- The use of force by police to break up a demonstration at the weekend has sent a warning to Swaziland's labour movement, which is planning a two-day national strike beginning on Tuesday. The strike action has been declared illegal by Swazi authorities.
- Political marches, gatherings and meetings are banned in Swaziland, and those who engage in these activities are breaking the law, said superintendent Vusi Masuku, public relations officer for the Royal Swaziland Police Force.
His comments followed the use on Saturday of water cannon and teargas to disperse a crowd that had gathered in a Manzini township, in central Swaziland, to commemorate the death of a 17-year-old girl, shot by the police during a 1996 workers' stay-away.
The Swaziland Federation of Trade Unions and the Swaziland Federation of Labour on Sunday vowed to proceed with this week's strike to protest the government's "undemocratic" draft constitution. The protest action will include marches through the capital, Mbabane, and Manzini, the main commercial town.
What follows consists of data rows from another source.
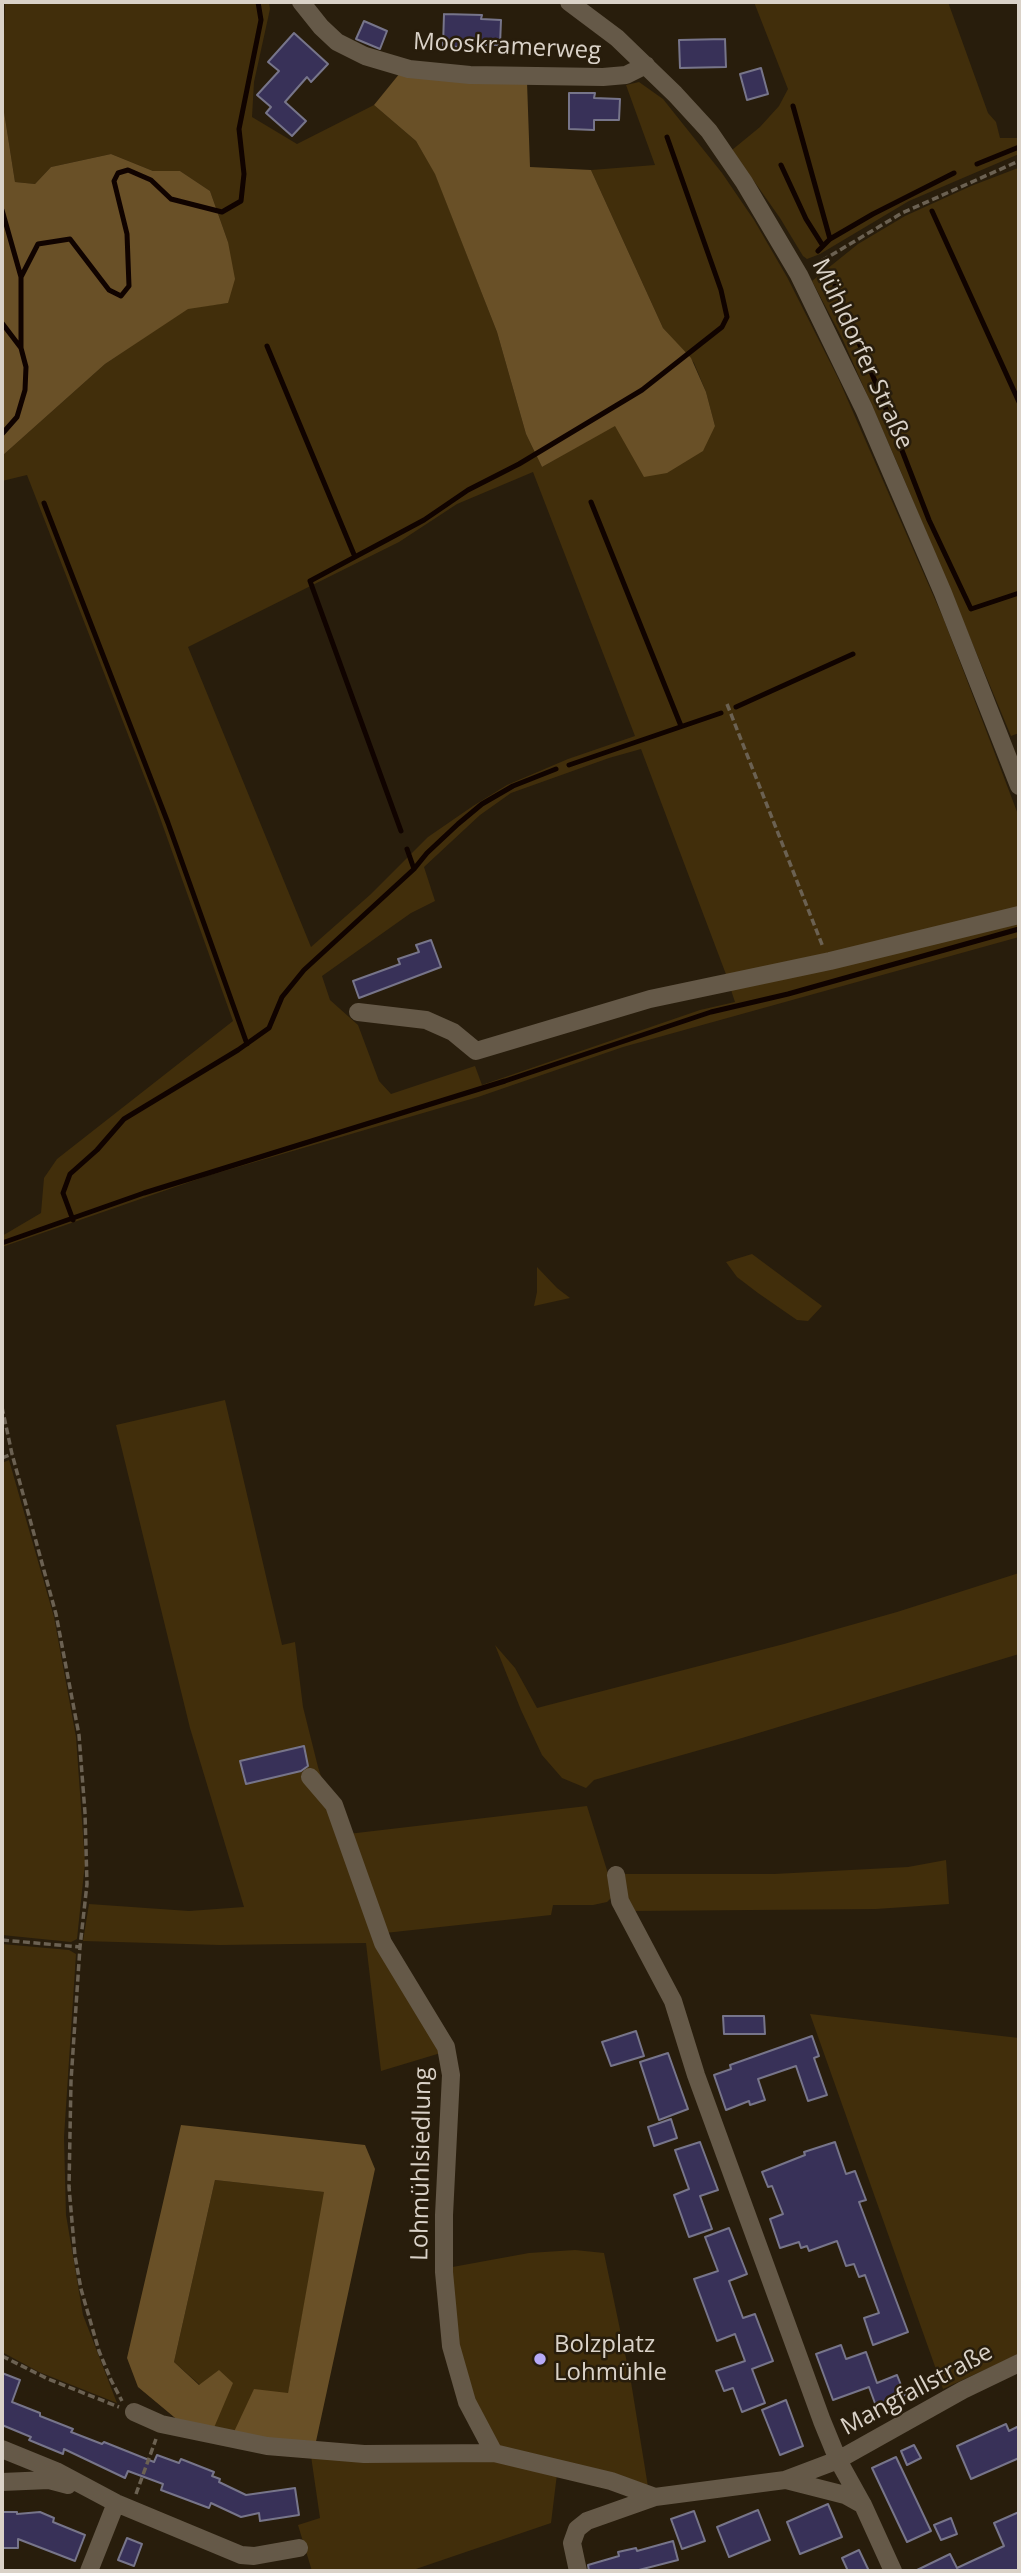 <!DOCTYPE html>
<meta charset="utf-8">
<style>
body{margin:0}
#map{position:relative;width:1021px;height:2573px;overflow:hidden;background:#281d0c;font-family:"Open Sans",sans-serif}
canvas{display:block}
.frame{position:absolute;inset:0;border:4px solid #dad2c8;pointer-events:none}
</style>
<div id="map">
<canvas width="1021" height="2573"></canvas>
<div class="frame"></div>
</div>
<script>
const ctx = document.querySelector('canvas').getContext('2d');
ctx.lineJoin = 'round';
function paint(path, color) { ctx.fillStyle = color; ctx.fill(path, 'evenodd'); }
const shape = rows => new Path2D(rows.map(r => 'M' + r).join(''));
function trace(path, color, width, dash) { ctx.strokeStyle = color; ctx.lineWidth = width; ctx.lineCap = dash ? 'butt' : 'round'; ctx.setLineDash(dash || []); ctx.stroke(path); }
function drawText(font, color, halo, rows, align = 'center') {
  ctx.font = font + ' "Open Sans",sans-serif'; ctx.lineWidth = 5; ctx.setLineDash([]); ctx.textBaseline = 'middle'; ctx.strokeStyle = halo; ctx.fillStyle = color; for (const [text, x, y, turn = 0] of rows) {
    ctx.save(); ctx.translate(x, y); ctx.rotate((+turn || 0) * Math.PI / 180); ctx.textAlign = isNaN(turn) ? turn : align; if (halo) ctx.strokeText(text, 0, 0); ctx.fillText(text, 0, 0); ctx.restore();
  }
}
paint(shape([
 [5,2,269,2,270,9,254,82,252,117,297,144,374,105,416,141,435,173,497,332,526,434,542,467,615,425,715,426,706,392,694,363,663,328,591,170,655,165,626,85,639,82,663,99,722,173,754,220,787,277,839,380,944,620,1019,817,1019,911,727,977,641,749,609,758,511,793,480,815,424,867,435,901,411,913,322,976,330,1000,358,1025,379,1081,391,1094,475,1066,482,1085,700,1010,735,1002,729,984,1019,918,1019,937,623,1047,478,1097,207,1176,2,1247,2,1236,41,1213,44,1178,57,1159,233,1021,155,804,27,475,2,481,2,456,105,364,188,308,228,303,228,242,210,191,180,171,153,171,111,154,51,167,35,184,15,182,2,99],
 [533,472,635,736,568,759,507,785,473,806,428,837,371,894,311,947,188,647,399,542,457,504],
 [754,2,948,2,988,113,996,122,1000,138,1019,138,1019,154,909,201,820,254,807,259,803,256,780,218,732,150,760,127,779,106,788,89],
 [1018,168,1019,733,1011,736,898,465,842,338,812,281,858,244,905,216,971,186],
 [752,1254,822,1306,808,1321,797,1320,758,1293,737,1277,726,1262],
 [537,1267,557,1288,570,1298,534,1306,537,1292],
 [225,1400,282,1645,295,1642,303,1707,318,1767,354,1877,444,2052,381,2071,366,1943,220,1945,83,1941,89,1904,189,1911,244,1907,190,1728,116,1425],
 [9,1460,54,1617,76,1737,85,1863,77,1939,71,1942,2,1935,2,1463],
 [1019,1573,1019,1654,742,1738,594,1780,586,1788,562,1778,542,1755,521,1710,495,1645,515,1668,537,1708,784,1644,897,1612],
 [587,1806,610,1880,612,1897,607,1902,593,1905,553,1905,551,1915,385,1933,348,1834],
 [946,1860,949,1904,876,1909,629,1911,624,1874,774,1874,908,1867],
 [2,1944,69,1950,76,1954,64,2137,66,2215,83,2315,117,2403,39,2372,2,2352],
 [810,2014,1019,2038,1019,2354,943,2389],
 [215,2180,325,2192,288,2394,233,2434,213,2430,200,2385,174,2362],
 [575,2250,604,2253,631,2382,649,2493,494,2453,467,2402,447,2268,529,2253],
 [311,2456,505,2461,557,2474,551,2523,410,2571,312,2571,298,2525,320,2518]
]), '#412e0b');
paint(shape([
 [400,73,527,82,530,167,591,170,663,328,691,358,706,392,715,426,703,451,667,473,644,477,615,426,542,467,526,434,497,332,435,174,416,141,374,105],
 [2,99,15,182,35,184,51,167,111,154,153,171,180,171,210,191,228,242,235,279,228,303,188,309,105,364,2,456],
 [181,2125,365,2145,375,2169,315,2446,233,2434,254,2389,288,2393,324,2192,215,2180,174,2362,199,2385,219,2370,233,2383,213,2430,180,2422,138,2387,127,2358]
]), '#695027');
trace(shape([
 [793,106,830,239],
 [977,164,1019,147],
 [781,165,806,219,823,246],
 [2,210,21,277,21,348,26,367,25,390,17,417,2,434],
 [932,211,1019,402],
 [818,251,830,239,873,214,954,173],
 [21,277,38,244,70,239,109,290,121,296,129,286,127,234,114,181,118,173,128,170,151,180,171,199,222,212,241,201,244,174,239,129,261,20,258,2],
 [835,286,877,386,929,520,971,609,1019,593],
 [2,323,21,348],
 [267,346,355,557],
 [591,502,681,726],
 [44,503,168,823,247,1044],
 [736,707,853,654],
 [569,765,721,713],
 [401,831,310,581,424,520,468,490,519,464,642,390,722,327,727,317,721,290,667,137],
 [407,849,414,869],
 [73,1220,63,1193,70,1174,97,1150,124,1119,238,1050,269,1028,282,997,304,970,414,869,427,853,458,824,482,804,513,786,556,769],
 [2,1243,144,1193,505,1081,711,1012,788,994,1019,929]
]), '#100300', 5);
const building = shape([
 [444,14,482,15,481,19,501,20,500,45,480,45,480,48,443,46,444,14],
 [364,21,387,31,380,49,356,39,364,21],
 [294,33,328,64,311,82,307,77,285,102,306,121,292,136,266,113,271,107,257,95,279,71,268,62,294,33],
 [725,39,726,67,680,68,679,40,725,39],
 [761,68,768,94,747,100,740,74,761,68],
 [569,93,595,93,594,98,620,99,619,120,594,120,594,130,569,129,569,93],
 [431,940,441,967,359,998,353,981,400,964,398,959,419,952,416,945,431,940],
 [304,1746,308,1766,301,1771,246,1784,240,1761,304,1746],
 [723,2016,764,2016,765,2034,724,2034,723,2016],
 [636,2031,644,2056,611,2066,602,2042,636,2031],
 [812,2036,819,2056,814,2058,827,2095,808,2101,796,2066,758,2079,765,2100,750,2105,749,2101,726,2110,714,2075,731,2069,730,2065,812,2036],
 [668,2053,688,2109,659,2120,640,2062,668,2053],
 [671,2119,677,2138,654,2146,648,2127,671,2119],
 [700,2142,718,2190,700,2196,712,2229,689,2237,674,2195,689,2189,675,2150,700,2142],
 [835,2142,846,2174,855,2171,866,2200,859,2202,908,2332,873,2345,864,2318,879,2313,865,2275,859,2277,854,2264,846,2266,837,2241,809,2251,807,2246,801,2248,799,2242,780,2248,770,2219,783,2214,772,2186,768,2187,762,2172,805,2155,804,2152,835,2142],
 [729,2228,747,2274,729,2281,743,2318,755,2314,773,2361,752,2369,765,2403,742,2412,733,2388,724,2391,716,2371,745,2361,735,2334,717,2341,694,2279,718,2271,705,2237,729,2228],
 [841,2345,846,2359,866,2352,877,2383,897,2375,905,2395,876,2406,869,2387,833,2400,816,2354,841,2345],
 [2,2373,20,2380,12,2402,40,2413,40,2416,73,2429,71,2432,102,2444,104,2442,154,2462,157,2455,179,2463,181,2459,214,2472,212,2476,220,2479,219,2482,246,2495,295,2488,299,2515,260,2521,259,2513,241,2517,211,2503,209,2508,161,2490,163,2484,128,2471,125,2478,64,2449,63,2454,29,2440,31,2437,2,2425,2,2373],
 [786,2400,803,2446,780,2455,762,2410,786,2400],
 [1006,2424,1009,2431,1019,2426,1019,2458,971,2479,957,2446,1006,2424],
 [914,2445,921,2458,907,2465,901,2451,914,2445],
 [896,2457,931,2531,907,2542,872,2468,896,2457],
 [828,2504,842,2537,800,2554,787,2522,828,2504],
 [758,2510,770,2540,729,2557,717,2527,758,2510],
 [694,2511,705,2541,682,2549,671,2519,694,2511],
 [2,2512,17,2512,17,2514,40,2512,54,2518,53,2522,85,2535,75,2561,18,2539,18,2548,2,2548,2,2512],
 [1019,2512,1019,2571,915,2571,950,2554,957,2568,1004,2546,994,2523,1019,2512],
 [951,2518,957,2534,941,2540,934,2525,951,2518],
 [127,2538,142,2544,134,2566,118,2560,127,2538],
 [673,2541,678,2560,635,2571,589,2571,588,2565,619,2556,618,2552,636,2548,637,2551,673,2541],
 [859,2550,869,2571,848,2571,842,2558,859,2550]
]);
paint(building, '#383158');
trace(building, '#77758a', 2);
trace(shape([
 [813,266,902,213,1019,161],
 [727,704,823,947],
 [2,1407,12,1454,56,1614,79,1735,85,1813,87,1884,80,1947,71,2081,69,2187,75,2256,81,2289,99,2351,111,2380,122,2401],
 [2,1458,12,1454],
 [2,1940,80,1947],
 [2,2356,48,2379,119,2407],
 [136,2494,156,2439]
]), '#6b6152', 3.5, [7, 3.5]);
trace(shape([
 [301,2,321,27,337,42,365,56,409,69,470,75,603,77,626,75,646,65],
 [569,2,617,38,675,94,709,131,744,182,799,275,864,409,943,593,1019,786],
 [358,1012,426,1020,453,1032,476,1051,650,999,830,961,1019,915],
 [310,1777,334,1805,383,1943,446,2047,451,2075,444,2215,444,2272,451,2346,467,2402,494,2453],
 [616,1875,620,1901,673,2001,696,2075,822,2421,838,2460,863,2505,893,2571],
 [134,2412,161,2424,267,2446,364,2454,494,2453,611,2481,655,2497],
 [2,2449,56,2471,116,2503,241,2555,254,2556,299,2548],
 [786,2480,845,2495,863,2505],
 [2,2482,49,2480,68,2485],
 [89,2571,116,2503],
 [578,2571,572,2543,577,2529,587,2521,655,2497,785,2480,838,2460,963,2390,1019,2363]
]), '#655948', 18);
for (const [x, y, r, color] of [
 [540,2359,7,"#b7abf8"]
]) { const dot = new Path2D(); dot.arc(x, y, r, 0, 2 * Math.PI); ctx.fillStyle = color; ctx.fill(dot); trace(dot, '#281d0c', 2.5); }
drawText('24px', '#dad2c8', '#281d0c', [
 ["Mooskramerweg",507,47,3],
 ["Mühldorfer Straße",862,354,65],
 ["Lohmühlsiedlung",422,2164,-89],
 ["Mangfallstraße",917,2390,-28]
]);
drawText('24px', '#dad2c8', '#281d0c', [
 ["Bolzplatz",554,2345],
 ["Lohmühle",554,2373]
], 'left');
</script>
- We are rejecting any tactics of violence, but we will not be intimidated by the security forces that have banned all public demonstrations and marches, said Phineas Magagula, Secretary-General of the Swaziland National Association of Teachers.
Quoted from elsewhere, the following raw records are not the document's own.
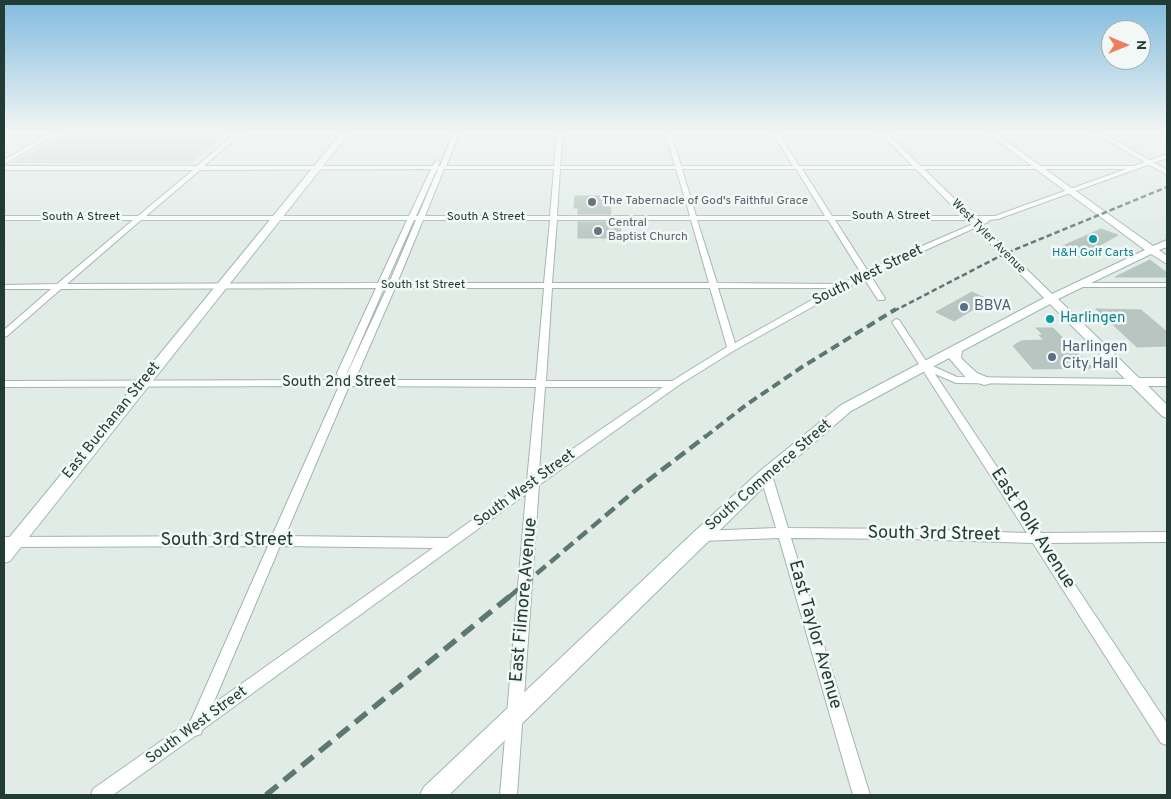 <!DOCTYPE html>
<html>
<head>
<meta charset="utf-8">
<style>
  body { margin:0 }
  #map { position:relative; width:1171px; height:799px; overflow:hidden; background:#e1ece7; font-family:Overpass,sans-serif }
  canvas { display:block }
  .frame { position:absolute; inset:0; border:5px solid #223c35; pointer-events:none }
  .north { position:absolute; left:1101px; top:20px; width:50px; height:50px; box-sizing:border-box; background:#f2f8f5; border:1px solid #9fada8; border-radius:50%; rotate:90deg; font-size:14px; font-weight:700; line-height:20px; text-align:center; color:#223c35 }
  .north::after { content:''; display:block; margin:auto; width:18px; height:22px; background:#f07e5c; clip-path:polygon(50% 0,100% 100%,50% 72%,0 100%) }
</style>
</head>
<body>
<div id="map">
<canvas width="1171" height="799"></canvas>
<div class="frame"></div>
<div class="north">N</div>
</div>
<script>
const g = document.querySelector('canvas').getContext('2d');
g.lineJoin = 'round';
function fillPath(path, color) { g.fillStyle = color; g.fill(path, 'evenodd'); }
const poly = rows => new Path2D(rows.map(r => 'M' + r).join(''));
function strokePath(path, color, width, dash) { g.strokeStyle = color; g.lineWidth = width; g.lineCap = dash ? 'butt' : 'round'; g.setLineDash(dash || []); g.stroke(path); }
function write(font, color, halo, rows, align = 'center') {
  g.font = font + ' Overpass,sans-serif'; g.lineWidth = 5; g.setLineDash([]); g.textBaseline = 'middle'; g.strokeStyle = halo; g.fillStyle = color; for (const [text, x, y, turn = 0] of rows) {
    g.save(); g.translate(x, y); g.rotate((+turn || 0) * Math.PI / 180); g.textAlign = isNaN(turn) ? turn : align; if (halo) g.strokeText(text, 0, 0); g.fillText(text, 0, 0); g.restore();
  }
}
fillPath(poly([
  [67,132,229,132,190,164,11,163]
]), '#d0dbd6');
const building = poly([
  [575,196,610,196,611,214,578,214,578,208,574,208,575,196],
  [578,222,620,222,621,238,578,238,578,222],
  [1101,229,1118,235,1079,257,1058,248,1101,229],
  [1150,260,1167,273,1167,277,1115,277,1150,260],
  [972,292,989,300,954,321,936,312,972,292],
  [1096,309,1141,310,1167,332,1167,346,1137,347,1096,309],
  [1036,328,1053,328,1093,368,1033,369,1013,346,1021,341,1044,340,1039,335,1043,335,1036,328]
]);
fillPath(building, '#b7c6c0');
strokePath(building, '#b4c5be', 1);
const street = poly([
  [53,132,60,132,4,164,4,160,53,132],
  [237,132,243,132,204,166,432,166,437,160,440,162,438,166,440,166,454,132,460,132,446,166,554,166,557,132,563,132,560,166,675,166,665,132,671,132,681,166,793,166,772,132,778,132,799,166,1133,166,1167,154,1167,158,998,219,989,220,988,222,870,275,885,298,884,300,878,300,864,278,735,350,679,385,539,485,517,795,500,795,526,494,202,730,201,734,195,736,113,795,91,795,93,789,191,720,268,546,4,547,4,537,272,536,339,386,4,387,4,381,339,380,337,373,376,288,61,289,7,336,4,337,4,330,51,289,4,289,4,285,57,284,133,220,4,220,4,216,138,216,193,170,4,170,4,166,197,166,237,132],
  [431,169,409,216,146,216,200,170,431,169],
  [437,169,438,169,418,216,416,216,437,169],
  [444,169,554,169,550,216,425,216,444,169],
  [560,169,676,169,690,216,557,216,560,169],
  [682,169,796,169,825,216,696,216,682,169],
  [802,169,1126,169,995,216,832,216,802,169],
  [141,220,407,220,378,283,67,284,141,220],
  [414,220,416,220,389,283,386,283,414,220],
  [423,220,550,220,544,283,397,283,423,220],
  [557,220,691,220,709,283,552,283,557,220],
  [697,220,828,220,861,273,842,284,717,283,697,220],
  [835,220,982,220,867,270,835,220],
  [384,288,387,288,347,374,347,373,384,288],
  [395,288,544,288,536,380,353,380,358,373,395,288],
  [552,288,710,288,727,347,672,381,546,381,552,288],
  [718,288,833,288,735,343,718,288],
  [349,386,536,387,527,481,447,538,285,536,349,386],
  [545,387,663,387,539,472,545,387],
  [280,546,433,548,213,704,280,546],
  [1074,283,1167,283,1167,287,1077,287,1073,285,1074,283],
  [896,319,899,320,928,364,957,377,1136,379,1141,382,1136,385,956,383,935,374,1041,533,1167,532,1167,542,1047,543,1167,723,1167,745,1161,743,1033,543,909,539,791,538,870,795,853,795,779,538,701,541,697,540,695,536,697,532,701,531,776,528,760,475,762,472,766,471,770,472,772,475,788,528,909,529,1027,533,892,322,896,319]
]);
const secondary = poly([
  [342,132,350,132,10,561,4,563,4,544,342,132],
  [879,132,886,132,1052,294,1145,250,986,132,993,132,1153,246,1167,240,1167,247,1159,250,1167,256,1167,264,1151,254,1058,299,1139,378,1167,378,1167,386,1148,386,1167,405,1167,418,1162,416,1050,304,962,351,961,358,966,363,977,373,989,378,991,381,989,384,984,385,967,379,949,358,851,411,772,479,449,795,420,795,424,787,695,531,760,471,841,405,1044,298,879,132],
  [1093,132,1101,132,1167,170,1167,175,1093,132]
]);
strokePath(street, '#a4b4ae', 2);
strokePath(secondary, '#a0b7af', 2);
fillPath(street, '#fff');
fillPath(secondary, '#fff');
strokePath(poly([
  [894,311,1004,254,1167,187]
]), '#5c7870', 2.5, [5.5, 3]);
strokePath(poly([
  [705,437,746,405,802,367,896,309]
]), '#5c7870', 4, [9, 5]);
strokePath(poly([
  [509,597,637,489,706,436]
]), '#5c7870', 4.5, [12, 6]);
strokePath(poly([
  [266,795,510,596]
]), '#5c7870', 5.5, [15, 8]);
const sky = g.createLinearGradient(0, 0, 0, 244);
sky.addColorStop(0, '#82bbde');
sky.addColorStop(0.54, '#f2f6f4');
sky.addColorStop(1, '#f2f6f400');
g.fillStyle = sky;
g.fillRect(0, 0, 1171, 244);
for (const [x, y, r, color] of [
  [592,202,5,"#6b7280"],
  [598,231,5,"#6b7280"],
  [1093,239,5,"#0f9aa8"],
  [964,307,5,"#5c6f8a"],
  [1050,319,5,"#0f9aa8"],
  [1052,357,5,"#5c6f8a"]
]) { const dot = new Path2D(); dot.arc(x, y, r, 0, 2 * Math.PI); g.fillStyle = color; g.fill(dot); strokePath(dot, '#f2f8f5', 2); }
write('12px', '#5b616d', '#f2f8f5', [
  ["The Tabernacle of God's Faithful Grace",602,202],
  ["Central",608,224],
  ["Baptist Church",608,238]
], 'left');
write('12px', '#223c35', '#f2f8f5', [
  ["South A Street",891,217],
  ["South A Street",81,218],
  ["South A Street",486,218],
  ["West Tyler Avenue",988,237,45],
  ["South 1st Street",423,286]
]);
write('12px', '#0d838f', '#f2f8f5', [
  ["H&H Golf Carts",1093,254]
]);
write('15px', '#223c35', '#f2f8f5', [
  ["South West Street",868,276,-26],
  ["South 2nd Street",339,383],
  ["East Buchanan Street",112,421,-51],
  ["South Commerce Street",769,476,-41],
  ["South West Street",525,489,-36],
  ["South West Street",197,726,-36]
]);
write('15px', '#4e5e75', '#f2f8f5', [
  ["BBVA",974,307],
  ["Harlingen",1062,348],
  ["City Hall",1062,365]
], 'left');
write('15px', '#0d838f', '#f2f8f5', [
  ["Harlingen",1060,319]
], 'left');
write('18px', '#223c35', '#f2f8f5', [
  ["East Polk Avenue",1032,529,57],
  ["South 3rd Street",934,535,1],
  ["South 3rd Street",227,541],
  ["East Filmore Avenue",525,600,-85],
  ["East Taylor Avenue",814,635,74]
]);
</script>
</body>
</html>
In a statement released by Prime Minister Themba Dlamini's office on Monday, the Swazi government urged all workers to treat Tuesday and Wednesday as normal working days, and report to their jobs. Security Forces were to ensure the normal operation of public transport. "Government is fully committed to finding a lasting solution to these issues through peaceful dialogue," the statement said.
Union officials hope a large turnout will demonstrate widespread dissatisfaction with King Mswati's new constitution, which maintains the tradition of the King's absolute power and continues a three-decades-old ban on political parties.
The workers will also protest the government's spending on royal palaces and other luxury projects, while two-thirds of Swazis live in chronic poverty and the national economy continues to deteriorate. "Swazis are passive people - we hope they are fed up with government's ways, and will join our protest," a union official said.
The degree of public backing for pro-democracy groups is hard to assess in a country where public opinion polling is unknown. Support for the unions was seemingly high in the late 1990s, but national strikes in 2002 were suspended.
The imminence of the new constitution, drafted by King Mswati's brothers and currently before parliament, had galvanised unions into action, labour officials said. "If we do not register our protest, a new constitution that is undemocratic and a fraud will become the law of the land without objection," said ex-Prime Minister Obed Dlamini, president of one of Swaziland's banned political parties, the Ngwane National Liberatory Congress.